De ses ancêtres. - Mais en remontant assez haut on trouvera nécessairement l'origine. Jacob est devenu riche, mais en recevant la récompense de ses peines. D'ailleurs, je n'en discute pas: admettons que ta richesse est juste et pure de toute rapine, mais tu n'as pas volé toi-même. Admettons même que ton père n'a pas volé non plus, mais qu'il s'est trouvé en possession de cet or qui a jailli du sein de la terre. Eh bien, la richesse est-elle bonne pour cela ? Nullement ! Tu dis qu'elle n'est pas mauvaise non plus. Elle ne l'est pas à condition que le riche ne commette pas de rapines, et en fasse part à ceux qui sont dans le besoin. » (Jean Chrysostome, Homélie 12 sur la 1ère Épître à Timothée, 4. Patrologie grecque 62, col. 562-563).

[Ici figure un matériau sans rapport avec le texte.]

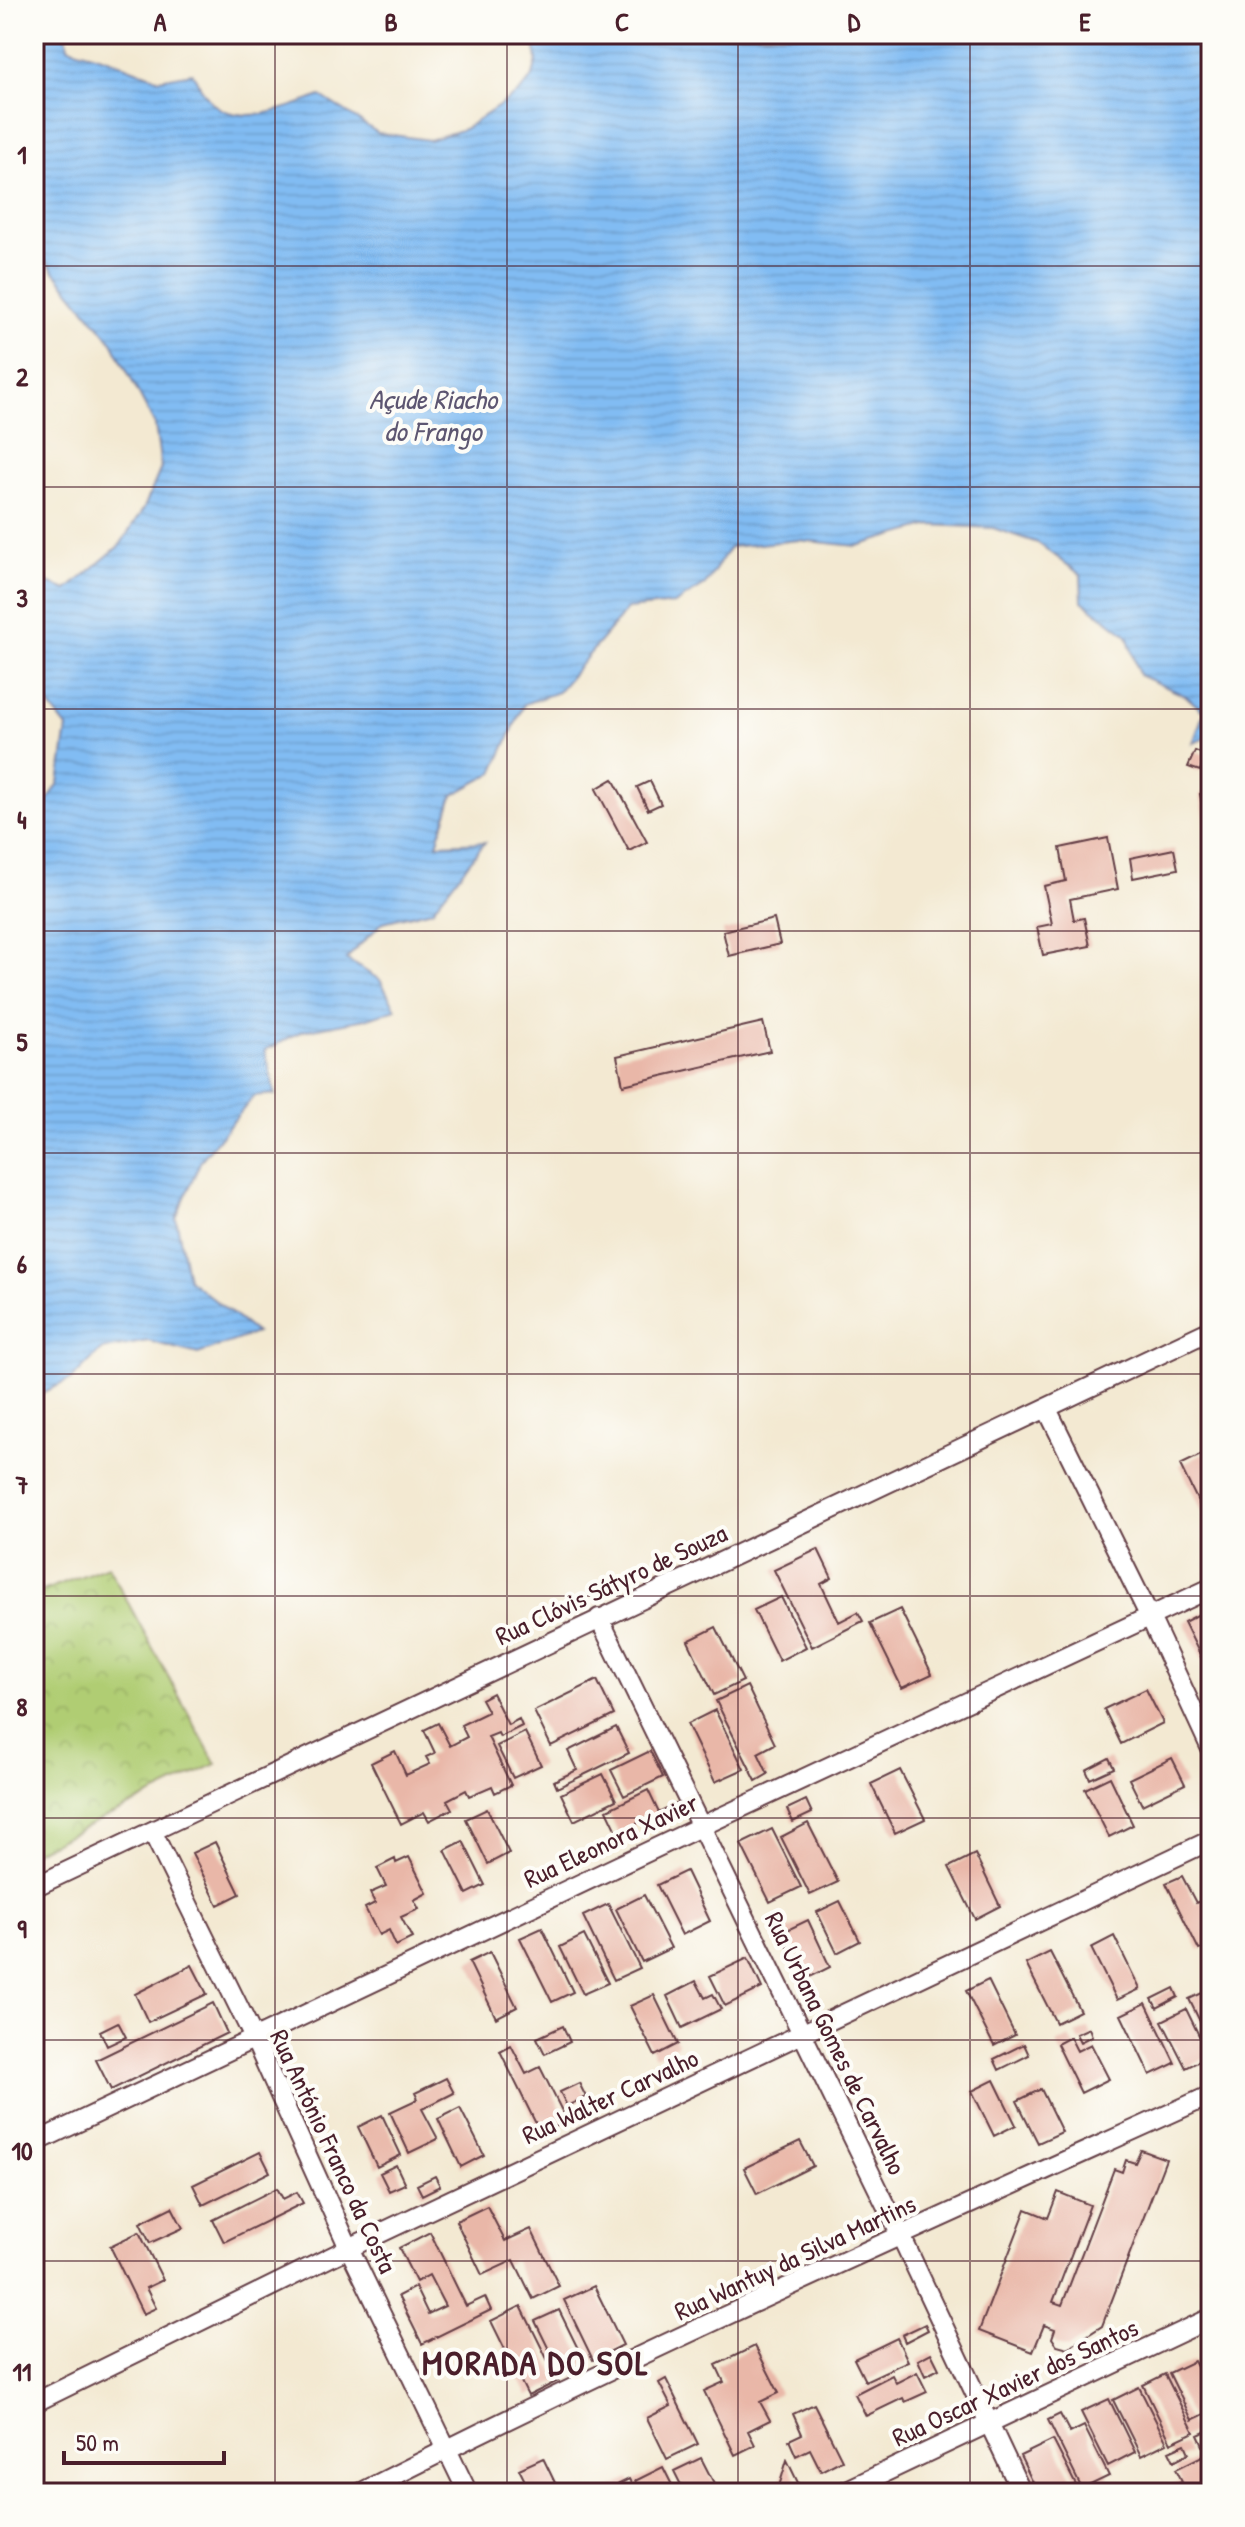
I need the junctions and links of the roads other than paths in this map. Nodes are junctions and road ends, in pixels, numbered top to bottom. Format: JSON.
{"nodes":[{"id":1,"x":1211,"y":1330,"type":"edge"},
{"id":2,"x":1047,"y":1409,"type":"junction"},
{"id":3,"x":1211,"y":1588,"type":"edge"},
{"id":4,"x":1150,"y":1617,"type":"junction"},
{"id":5,"x":599,"y":1618,"type":"junction"},
{"id":6,"x":1211,"y":1749,"type":"edge"},
{"id":7,"x":702,"y":1826,"type":"junction"},
{"id":8,"x":152,"y":1831,"type":"junction"},
{"id":9,"x":1211,"y":1840,"type":"edge"},
{"id":10,"x":34,"y":1887,"type":"edge"},
{"id":11,"x":800,"y":2034,"type":"junction"},
{"id":12,"x":254,"y":2038,"type":"junction"},
{"id":13,"x":1211,"y":2095,"type":"edge"},
{"id":14,"x":34,"y":2143,"type":"edge"},
{"id":15,"x":901,"y":2236,"type":"junction"},
{"id":16,"x":349,"y":2248,"type":"junction"},
{"id":17,"x":1211,"y":2318,"type":"edge"},
{"id":18,"x":34,"y":2403,"type":"edge"},
{"id":19,"x":990,"y":2421,"type":"junction"},
{"id":20,"x":448,"y":2448,"type":"junction"},
{"id":21,"x":360,"y":2493,"type":"edge"},
{"id":22,"x":468,"y":2493,"type":"edge"},
{"id":23,"x":841,"y":2493,"type":"edge"},
{"id":24,"x":1022,"y":2493,"type":"edge"}],
"edges":[{"from":1,"to":2,"type":"street","name":"Rua Clóvis Sátyro de Souza"},
{"from":2,"to":4,"type":"street"},
{"from":2,"to":5,"type":"street","name":"Rua Clóvis Sátyro de Souza"},
{"from":3,"to":4,"type":"street","name":"Rua Eleonora Xavier"},
{"from":4,"to":6,"type":"street"},
{"from":4,"to":7,"type":"street","name":"Rua Eleonora Xavier"},
{"from":5,"to":7,"type":"street","name":"Rua Urbana Gomes de Carvalho"},
{"from":5,"to":8,"type":"street","name":"Rua Clóvis Sátyro de Souza"},
{"from":7,"to":11,"type":"street","name":"Rua Urbana Gomes de Carvalho"},
{"from":7,"to":12,"type":"street","name":"Rua Eleonora Xavier"},
{"from":8,"to":10,"type":"street","name":"Rua Clóvis Sátyro de Souza"},
{"from":8,"to":12,"type":"street","name":"Rua António Franco da Costa"},
{"from":9,"to":11,"type":"street","name":"Rua Walter Carvalho"},
{"from":11,"to":15,"type":"street","name":"Rua Urbana Gomes de Carvalho"},
{"from":11,"to":16,"type":"street","name":"Rua Walter Carvalho"},
{"from":12,"to":14,"type":"street","name":"Rua Eleonora Xavier"},
{"from":12,"to":16,"type":"street","name":"Rua António Franco da Costa"},
{"from":13,"to":15,"type":"street","name":"Rua Wantuy da Silva Martins"},
{"from":15,"to":19,"type":"street","name":"Rua Urbana Gomes de Carvalho"},
{"from":15,"to":20,"type":"street","name":"Rua Wantuy da Silva Martins"},
{"from":16,"to":18,"type":"street","name":"Rua Walter Carvalho"},
{"from":16,"to":20,"type":"street","name":"Rua António Franco da Costa"},
{"from":17,"to":19,"type":"street","name":"Rua Oscar Xavier dos Santos"},
{"from":19,"to":23,"type":"street","name":"Rua Oscar Xavier dos Santos"},
{"from":19,"to":24,"type":"street","name":"Rua Urbana Gomes de Carvalho"},
{"from":20,"to":21,"type":"street","name":"Rua Wantuy da Silva Martins"},
{"from":20,"to":22,"type":"street","name":"Rua António Franco da Costa"}]}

Les pauvres ont droit aux richesses de l'esprit

« L'Église de Dieu est tenue de pourvoir comme une mère attentive aux indigents, à la fois dans ce qui touche au soutien du corps et dans ce qui contribue au progrès de l'âme. Aussi, pour éviter que les pauvres sans fortune familiale ne soient dans l'impossibilité d'étudier et de progresser, on attribuera dans chaque église cathédrale, au maître chargé d'enseigner gratuitement les clercs de cette église et les étudiants pauvres, un bénéfice convenable, pour subvenir aux besoins du professeur et ouvrir aux étudiants le chemin du savoir. Dans les autres églises ou monastères, où il existait autrefois une fondation à cet effet, on la rétablira. Mais personne n'exigera de rétribution pour la collatio de la licence d'enseignement, personne ne réclamera quoi que ce soit aux professeurs sous le couvert de quelque coutume établie, personne n'interdira d'enseigner à quiconque, s'il demande la licence et dans la mesure où il en est capable... » (Troisième concile du Latran (1179), canon 18. Trad. N. Bériou, dans Histoire de l'Eglise par elle-même, Fayard, 1978, p. 219-220).